Collected data entries
-----

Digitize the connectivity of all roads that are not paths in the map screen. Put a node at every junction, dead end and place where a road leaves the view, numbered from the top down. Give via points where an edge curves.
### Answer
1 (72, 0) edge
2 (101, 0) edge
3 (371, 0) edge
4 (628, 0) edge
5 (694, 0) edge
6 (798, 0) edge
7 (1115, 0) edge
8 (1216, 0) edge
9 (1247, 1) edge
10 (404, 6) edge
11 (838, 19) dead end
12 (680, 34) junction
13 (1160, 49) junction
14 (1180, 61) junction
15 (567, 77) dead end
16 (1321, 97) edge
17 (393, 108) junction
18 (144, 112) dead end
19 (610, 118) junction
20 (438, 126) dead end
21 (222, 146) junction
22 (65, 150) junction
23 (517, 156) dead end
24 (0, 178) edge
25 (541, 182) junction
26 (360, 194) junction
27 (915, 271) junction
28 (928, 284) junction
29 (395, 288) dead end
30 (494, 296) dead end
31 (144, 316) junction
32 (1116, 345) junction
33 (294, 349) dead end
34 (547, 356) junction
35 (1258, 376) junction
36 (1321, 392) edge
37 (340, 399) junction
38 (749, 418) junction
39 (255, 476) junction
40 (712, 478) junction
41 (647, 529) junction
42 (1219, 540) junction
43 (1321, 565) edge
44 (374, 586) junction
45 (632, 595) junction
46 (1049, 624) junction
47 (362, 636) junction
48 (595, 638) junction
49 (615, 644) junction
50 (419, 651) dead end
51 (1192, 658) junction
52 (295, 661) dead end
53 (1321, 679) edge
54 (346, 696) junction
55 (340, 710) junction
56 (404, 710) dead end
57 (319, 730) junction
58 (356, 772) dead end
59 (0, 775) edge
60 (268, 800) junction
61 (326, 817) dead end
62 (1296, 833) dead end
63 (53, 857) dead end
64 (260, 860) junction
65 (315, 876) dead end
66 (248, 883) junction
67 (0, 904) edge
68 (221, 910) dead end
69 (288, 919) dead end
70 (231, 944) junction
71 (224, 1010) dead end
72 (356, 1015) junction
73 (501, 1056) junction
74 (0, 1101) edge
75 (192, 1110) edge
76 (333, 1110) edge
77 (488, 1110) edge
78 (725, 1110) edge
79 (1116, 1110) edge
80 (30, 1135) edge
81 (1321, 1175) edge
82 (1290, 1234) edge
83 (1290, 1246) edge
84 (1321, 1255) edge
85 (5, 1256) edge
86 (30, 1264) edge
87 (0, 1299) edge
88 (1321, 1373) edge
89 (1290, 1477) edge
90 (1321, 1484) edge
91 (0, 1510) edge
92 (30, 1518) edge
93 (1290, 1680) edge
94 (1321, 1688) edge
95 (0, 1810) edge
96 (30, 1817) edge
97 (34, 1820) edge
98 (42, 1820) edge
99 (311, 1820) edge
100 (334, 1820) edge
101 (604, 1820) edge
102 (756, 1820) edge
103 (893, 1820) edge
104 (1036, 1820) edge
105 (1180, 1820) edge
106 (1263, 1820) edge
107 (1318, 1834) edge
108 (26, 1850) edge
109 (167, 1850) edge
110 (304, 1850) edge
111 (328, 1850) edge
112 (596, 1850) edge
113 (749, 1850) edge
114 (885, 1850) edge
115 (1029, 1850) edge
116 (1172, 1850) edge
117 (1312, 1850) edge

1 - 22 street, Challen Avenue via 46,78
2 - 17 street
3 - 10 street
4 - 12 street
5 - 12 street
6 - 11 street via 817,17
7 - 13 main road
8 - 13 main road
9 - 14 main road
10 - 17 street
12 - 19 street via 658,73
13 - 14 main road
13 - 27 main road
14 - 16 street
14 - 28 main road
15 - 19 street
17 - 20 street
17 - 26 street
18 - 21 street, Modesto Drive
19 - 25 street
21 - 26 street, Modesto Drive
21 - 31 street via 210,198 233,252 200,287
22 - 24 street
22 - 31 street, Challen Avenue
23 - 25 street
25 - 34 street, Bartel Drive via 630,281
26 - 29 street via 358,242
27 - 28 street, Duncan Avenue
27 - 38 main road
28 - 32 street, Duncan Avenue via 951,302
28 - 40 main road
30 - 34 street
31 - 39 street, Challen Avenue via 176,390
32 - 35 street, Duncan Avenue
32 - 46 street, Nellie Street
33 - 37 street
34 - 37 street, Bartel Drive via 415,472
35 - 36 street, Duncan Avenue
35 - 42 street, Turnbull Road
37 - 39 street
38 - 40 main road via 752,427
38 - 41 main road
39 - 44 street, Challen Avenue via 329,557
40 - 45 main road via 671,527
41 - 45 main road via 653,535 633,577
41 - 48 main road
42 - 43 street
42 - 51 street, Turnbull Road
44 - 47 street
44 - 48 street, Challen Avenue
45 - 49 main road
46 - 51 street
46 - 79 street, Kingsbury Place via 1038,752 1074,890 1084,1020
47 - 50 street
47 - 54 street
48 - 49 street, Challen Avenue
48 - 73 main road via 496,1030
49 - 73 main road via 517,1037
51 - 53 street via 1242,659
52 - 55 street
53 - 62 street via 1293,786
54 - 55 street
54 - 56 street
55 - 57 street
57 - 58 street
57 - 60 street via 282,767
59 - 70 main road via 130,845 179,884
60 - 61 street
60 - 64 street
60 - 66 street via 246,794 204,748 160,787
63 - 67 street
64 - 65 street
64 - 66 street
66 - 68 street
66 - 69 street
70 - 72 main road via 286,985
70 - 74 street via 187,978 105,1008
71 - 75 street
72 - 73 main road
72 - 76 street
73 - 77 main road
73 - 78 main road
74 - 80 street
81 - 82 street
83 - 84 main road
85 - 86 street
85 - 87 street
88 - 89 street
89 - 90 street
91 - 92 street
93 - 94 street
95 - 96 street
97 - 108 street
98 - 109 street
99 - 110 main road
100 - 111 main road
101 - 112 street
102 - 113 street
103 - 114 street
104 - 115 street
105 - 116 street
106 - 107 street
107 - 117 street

-----

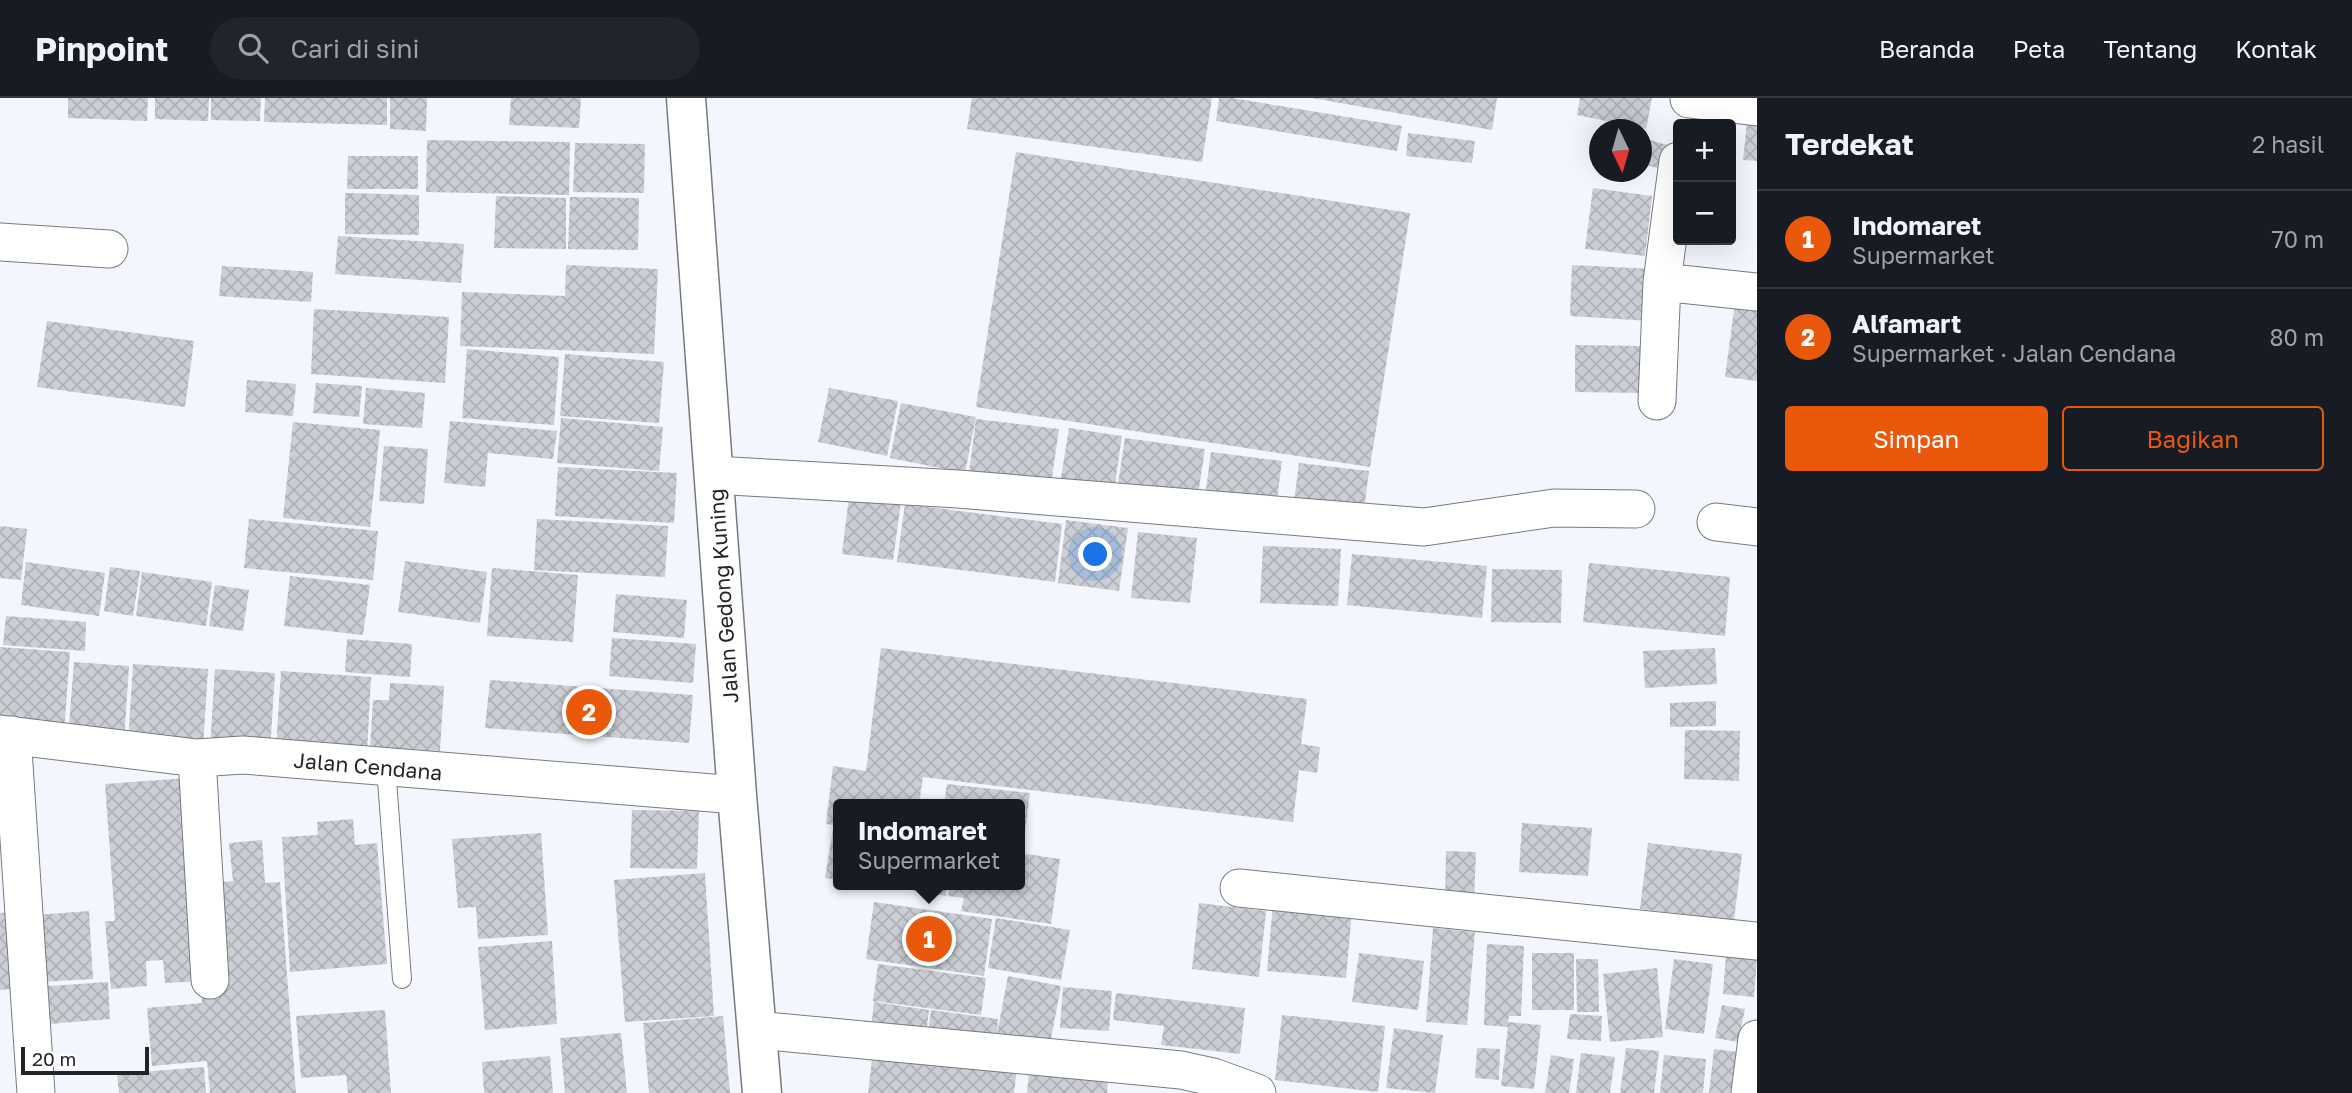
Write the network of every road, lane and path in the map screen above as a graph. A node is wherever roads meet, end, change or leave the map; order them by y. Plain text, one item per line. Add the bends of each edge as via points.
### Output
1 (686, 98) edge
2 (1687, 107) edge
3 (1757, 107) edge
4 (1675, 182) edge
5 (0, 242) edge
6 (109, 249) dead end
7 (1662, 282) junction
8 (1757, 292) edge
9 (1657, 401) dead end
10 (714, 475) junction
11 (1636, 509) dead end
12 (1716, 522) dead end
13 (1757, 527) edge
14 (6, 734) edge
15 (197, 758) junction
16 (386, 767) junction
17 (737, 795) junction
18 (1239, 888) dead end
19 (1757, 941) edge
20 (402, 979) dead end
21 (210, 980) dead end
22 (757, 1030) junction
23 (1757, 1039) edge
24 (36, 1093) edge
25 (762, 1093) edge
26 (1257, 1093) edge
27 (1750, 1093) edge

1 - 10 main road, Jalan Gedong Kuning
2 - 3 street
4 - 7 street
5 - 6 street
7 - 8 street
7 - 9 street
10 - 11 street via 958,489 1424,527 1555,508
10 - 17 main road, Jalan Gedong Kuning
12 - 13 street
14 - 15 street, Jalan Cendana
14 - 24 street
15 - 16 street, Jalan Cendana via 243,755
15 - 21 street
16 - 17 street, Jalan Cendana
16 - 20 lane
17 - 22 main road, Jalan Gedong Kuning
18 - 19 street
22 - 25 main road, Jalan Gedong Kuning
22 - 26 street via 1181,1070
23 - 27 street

-----

If a line in the records holds the string "points", copy it.

Digitize the connectivity of all roads that are not paths in the map screen. Put a node at every junction, dead end and place where a road leaves the view, numbered from the top down. Give via points where an edge curves.
Write the network of every road, lane and path in the map screen above as a graph. A node is wherever roads meet, end, change or leave the map; order them by y. Plain text, one item per line. Add the bends of each edge as via points.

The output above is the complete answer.